Poster, Nihon Buyo, 1981. screenprint on paper. Gift of Ikko Tanaka. 1993-55-6.

Poster, Nihon Buyo, 1981. screenprint on paper. Gift of Ikko Tanaka. 1993-55-6.

In his iconic Nihon Buyo poster, created for a traditional Japanese dance performance at the Asian Performing Arts Institute of UCLA (University of California at Los Angeles), Tanaka illustrated a simplified geisha by laying out limited colors and forms on a grid structure. Despite his elimination of figurative visual depiction, Tanaka successfully captured the characteristics of the typical geisha look: the unique hair arrangement and the use of bright red  makeup. With her pink cheeks, the lady in the poster looks lively and charming. She carries a cheerful personality that adds a welcoming mood to the poster.

In a poster produced for JAPAN PRINT ’91[1], an exhibition of Japanese graphic design in Madrid, Spain in 1991, Tanaka challenged himself to pursue even more simplicity. The poster, entitled Communication & Print, carries a clear resemblance to the Nihon Buyo poster in terms of its subject matter–a human figure‑‑and its use of a limited color palette. However, in this poster, Tanaka abandoned the grid system and instead created a human figure through the unique interplay of color. Here, three dots form the eyes and mouth while the colorful forms at the bottom pay homage to the Nihon Buyo color scheme.

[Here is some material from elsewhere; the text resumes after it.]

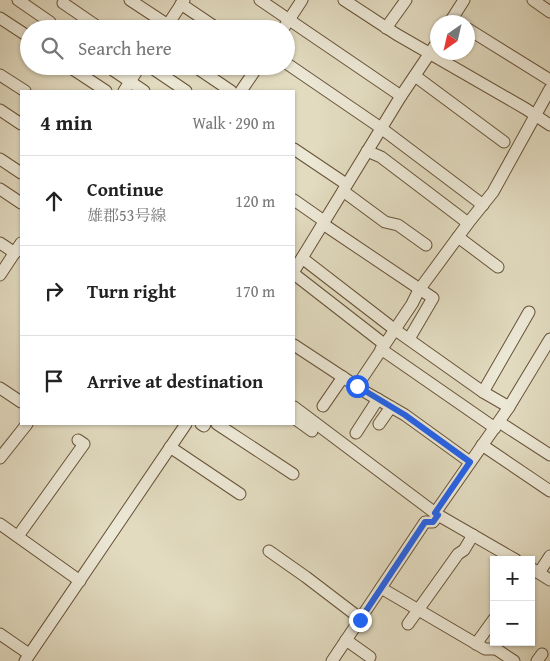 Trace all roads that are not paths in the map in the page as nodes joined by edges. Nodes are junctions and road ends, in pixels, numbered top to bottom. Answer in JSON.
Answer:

Interestingly, Tanaka often created posters outside of the commercial world for the sake of his creativity, and defined them as graphic art.[2] In this practice, he never hesitated to borrow ideas from his earlier graphic art and commercial work in order to explore further possibilities of visual expression. The comparison between the Nihon Buyo poster and the Communication & Print poster shows the creative interplay between two seemingly discrete disciplines: art and design. The Communication & Print poster exemplifies how Tanaka advanced simplicity from his old work. In this poster, simplicity is not about the reduction of visual elements but about maximizing a visual message with minimum components. Now we look at the figure in the poster again. The figure looks at us, and ask us this question in amazement: “Do I look simple?”

Sakura Nomiyama is a student in the M.A program in the History of Design and Curatorial Studies program offered jointly offered by the Parsons School of Design and the Cooper Hewitt, Smithsonian Design Museum. She is a curatorial intern in the Drawings, Prints & Graphic Design Department of the Museum.

[1] Along with other internationally acclaimed designers including Yusaku Kamekura and Shin Matsunaga, Tanaka was commissioned to create a poster in response to the given theme “Communication & Print.” Thus, this poster was not made for a promotional purpose, the conventional function of a poster, but was created to be exhibited as a work of art.

“Communication&Print 「新作ポスター10人展」,” Ginza Graphic Gallery. Available: http://www.dnp.co.jp/CGI/gallery/exhibition/detail.cgi

[2] Tanaka held several exhibitions of his graphic art works throughout his career as a graphic designer. Ikkō Tanaka and Hiroshi Kashiwagi. Tanaka Ikkō kaiko ten: warera dezain no jidai = Ikko Tanaka : A retrospective.( Tōkyō: Asahi Shinbunsha, 2003), 266.